## [Task details]
For each record below, write an exact copy.

## [Record extracts]

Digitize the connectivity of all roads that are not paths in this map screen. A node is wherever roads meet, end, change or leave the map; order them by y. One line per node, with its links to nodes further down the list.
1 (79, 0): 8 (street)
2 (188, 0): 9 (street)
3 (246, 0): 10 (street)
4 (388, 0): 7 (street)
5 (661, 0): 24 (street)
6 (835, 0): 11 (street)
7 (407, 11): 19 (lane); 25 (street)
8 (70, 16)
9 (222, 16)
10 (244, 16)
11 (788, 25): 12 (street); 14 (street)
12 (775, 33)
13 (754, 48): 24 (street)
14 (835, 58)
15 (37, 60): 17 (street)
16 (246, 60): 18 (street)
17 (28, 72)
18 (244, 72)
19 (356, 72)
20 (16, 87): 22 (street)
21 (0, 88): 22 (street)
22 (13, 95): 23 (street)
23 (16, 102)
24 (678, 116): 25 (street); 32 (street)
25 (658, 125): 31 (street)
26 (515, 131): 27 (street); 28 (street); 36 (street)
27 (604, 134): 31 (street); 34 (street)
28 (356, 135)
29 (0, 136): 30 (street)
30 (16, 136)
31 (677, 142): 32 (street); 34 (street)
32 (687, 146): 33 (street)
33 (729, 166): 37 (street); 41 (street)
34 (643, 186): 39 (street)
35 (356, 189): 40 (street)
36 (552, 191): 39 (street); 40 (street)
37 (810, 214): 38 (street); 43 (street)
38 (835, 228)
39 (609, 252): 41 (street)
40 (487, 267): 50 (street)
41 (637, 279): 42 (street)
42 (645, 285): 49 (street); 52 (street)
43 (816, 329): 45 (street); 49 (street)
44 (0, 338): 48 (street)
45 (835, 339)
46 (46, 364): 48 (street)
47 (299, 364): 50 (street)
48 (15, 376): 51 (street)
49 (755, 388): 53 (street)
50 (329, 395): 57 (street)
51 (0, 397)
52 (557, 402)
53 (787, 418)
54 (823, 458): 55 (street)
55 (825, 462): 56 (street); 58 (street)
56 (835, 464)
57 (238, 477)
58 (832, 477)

## [Output for this exercise]
Digitize the connectivity of all roads that are not paths in this map screen. A node is wherever roads meet, end, change or leave the map; order them by y. One line per node, with its links to nodes further down the list.
1 (79, 0): 8 (street)
2 (188, 0): 9 (street)
3 (246, 0): 10 (street)
4 (388, 0): 7 (street)
5 (661, 0): 24 (street)
6 (835, 0): 11 (street)
7 (407, 11): 19 (lane); 25 (street)
8 (70, 16)
9 (222, 16)
10 (244, 16)
11 (788, 25): 12 (street); 14 (street)
12 (775, 33)
13 (754, 48): 24 (street)
14 (835, 58)
15 (37, 60): 17 (street)
16 (246, 60): 18 (street)
17 (28, 72)
18 (244, 72)
19 (356, 72)
20 (16, 87): 22 (street)
21 (0, 88): 22 (street)
22 (13, 95): 23 (street)
23 (16, 102)
24 (678, 116): 25 (street); 32 (street)
25 (658, 125): 31 (street)
26 (515, 131): 27 (street); 28 (street); 36 (street)
27 (604, 134): 31 (street); 34 (street)
28 (356, 135)
29 (0, 136): 30 (street)
30 (16, 136)
31 (677, 142): 32 (street); 34 (street)
32 (687, 146): 33 (street)
33 (729, 166): 37 (street); 41 (street)
34 (643, 186): 39 (street)
35 (356, 189): 40 (street)
36 (552, 191): 39 (street); 40 (street)
37 (810, 214): 38 (street); 43 (street)
38 (835, 228)
39 (609, 252): 41 (street)
40 (487, 267): 50 (street)
41 (637, 279): 42 (street)
42 (645, 285): 49 (street); 52 (street)
43 (816, 329): 45 (street); 49 (street)
44 (0, 338): 48 (street)
45 (835, 339)
46 (46, 364): 48 (street)
47 (299, 364): 50 (street)
48 (15, 376): 51 (street)
49 (755, 388): 53 (street)
50 (329, 395): 57 (street)
51 (0, 397)
52 (557, 402)
53 (787, 418)
54 (823, 458): 55 (street)
55 (825, 462): 56 (street); 58 (street)
56 (835, 464)
57 (238, 477)
58 (832, 477)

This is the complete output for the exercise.